WHAT THIS TASK INVOLVES:
Reproduce all entries verbatim, with nothing added or dropped.

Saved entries

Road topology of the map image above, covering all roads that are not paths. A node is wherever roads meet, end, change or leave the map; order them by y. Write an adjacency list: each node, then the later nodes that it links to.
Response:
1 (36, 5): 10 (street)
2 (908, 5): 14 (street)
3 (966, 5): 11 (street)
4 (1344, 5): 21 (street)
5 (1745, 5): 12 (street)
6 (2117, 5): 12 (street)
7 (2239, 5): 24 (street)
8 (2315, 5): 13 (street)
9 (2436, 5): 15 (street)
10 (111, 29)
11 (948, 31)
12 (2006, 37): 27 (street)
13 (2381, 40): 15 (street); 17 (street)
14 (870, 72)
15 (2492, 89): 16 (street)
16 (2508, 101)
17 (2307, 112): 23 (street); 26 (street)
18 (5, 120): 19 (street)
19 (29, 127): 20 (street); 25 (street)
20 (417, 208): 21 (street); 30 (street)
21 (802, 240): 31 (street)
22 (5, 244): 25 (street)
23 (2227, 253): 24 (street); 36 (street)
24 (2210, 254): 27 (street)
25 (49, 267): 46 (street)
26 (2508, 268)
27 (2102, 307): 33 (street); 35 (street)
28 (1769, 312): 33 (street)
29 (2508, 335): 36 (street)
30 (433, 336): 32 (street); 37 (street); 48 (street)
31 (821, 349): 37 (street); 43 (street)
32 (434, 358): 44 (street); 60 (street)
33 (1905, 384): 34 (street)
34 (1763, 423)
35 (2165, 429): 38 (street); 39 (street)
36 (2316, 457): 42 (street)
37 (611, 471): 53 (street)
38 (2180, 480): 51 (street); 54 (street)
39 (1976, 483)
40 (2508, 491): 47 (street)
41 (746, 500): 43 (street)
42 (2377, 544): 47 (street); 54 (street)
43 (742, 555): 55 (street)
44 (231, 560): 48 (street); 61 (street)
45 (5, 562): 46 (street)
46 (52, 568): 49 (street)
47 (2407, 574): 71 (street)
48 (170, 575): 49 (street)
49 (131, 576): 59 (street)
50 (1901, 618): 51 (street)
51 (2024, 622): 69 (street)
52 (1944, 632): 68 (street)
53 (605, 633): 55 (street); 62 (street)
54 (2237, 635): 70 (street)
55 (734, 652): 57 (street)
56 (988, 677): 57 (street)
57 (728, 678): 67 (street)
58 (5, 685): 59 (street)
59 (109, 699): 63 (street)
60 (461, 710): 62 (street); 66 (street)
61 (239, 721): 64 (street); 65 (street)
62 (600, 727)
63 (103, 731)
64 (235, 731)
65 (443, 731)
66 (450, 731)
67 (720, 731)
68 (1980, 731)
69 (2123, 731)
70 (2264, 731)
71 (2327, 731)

ANSWER BELOW:
Road topology of the map image above, covering all roads that are not paths. A node is wherever roads meet, end, change or leave the map; order them by y. Write an adjacency list: each node, then the later nodes that it links to.
Response:
1 (36, 5): 10 (street)
2 (908, 5): 14 (street)
3 (966, 5): 11 (street)
4 (1344, 5): 21 (street)
5 (1745, 5): 12 (street)
6 (2117, 5): 12 (street)
7 (2239, 5): 24 (street)
8 (2315, 5): 13 (street)
9 (2436, 5): 15 (street)
10 (111, 29)
11 (948, 31)
12 (2006, 37): 27 (street)
13 (2381, 40): 15 (street); 17 (street)
14 (870, 72)
15 (2492, 89): 16 (street)
16 (2508, 101)
17 (2307, 112): 23 (street); 26 (street)
18 (5, 120): 19 (street)
19 (29, 127): 20 (street); 25 (street)
20 (417, 208): 21 (street); 30 (street)
21 (802, 240): 31 (street)
22 (5, 244): 25 (street)
23 (2227, 253): 24 (street); 36 (street)
24 (2210, 254): 27 (street)
25 (49, 267): 46 (street)
26 (2508, 268)
27 (2102, 307): 33 (street); 35 (street)
28 (1769, 312): 33 (street)
29 (2508, 335): 36 (street)
30 (433, 336): 32 (street); 37 (street); 48 (street)
31 (821, 349): 37 (street); 43 (street)
32 (434, 358): 44 (street); 60 (street)
33 (1905, 384): 34 (street)
34 (1763, 423)
35 (2165, 429): 38 (street); 39 (street)
36 (2316, 457): 42 (street)
37 (611, 471): 53 (street)
38 (2180, 480): 51 (street); 54 (street)
39 (1976, 483)
40 (2508, 491): 47 (street)
41 (746, 500): 43 (street)
42 (2377, 544): 47 (street); 54 (street)
43 (742, 555): 55 (street)
44 (231, 560): 48 (street); 61 (street)
45 (5, 562): 46 (street)
46 (52, 568): 49 (street)
47 (2407, 574): 71 (street)
48 (170, 575): 49 (street)
49 (131, 576): 59 (street)
50 (1901, 618): 51 (street)
51 (2024, 622): 69 (street)
52 (1944, 632): 68 (street)
53 (605, 633): 55 (street); 62 (street)
54 (2237, 635): 70 (street)
55 (734, 652): 57 (street)
56 (988, 677): 57 (street)
57 (728, 678): 67 (street)
58 (5, 685): 59 (street)
59 (109, 699): 63 (street)
60 (461, 710): 62 (street); 66 (street)
61 (239, 721): 64 (street); 65 (street)
62 (600, 727)
63 (103, 731)
64 (235, 731)
65 (443, 731)
66 (450, 731)
67 (720, 731)
68 (1980, 731)
69 (2123, 731)
70 (2264, 731)
71 (2327, 731)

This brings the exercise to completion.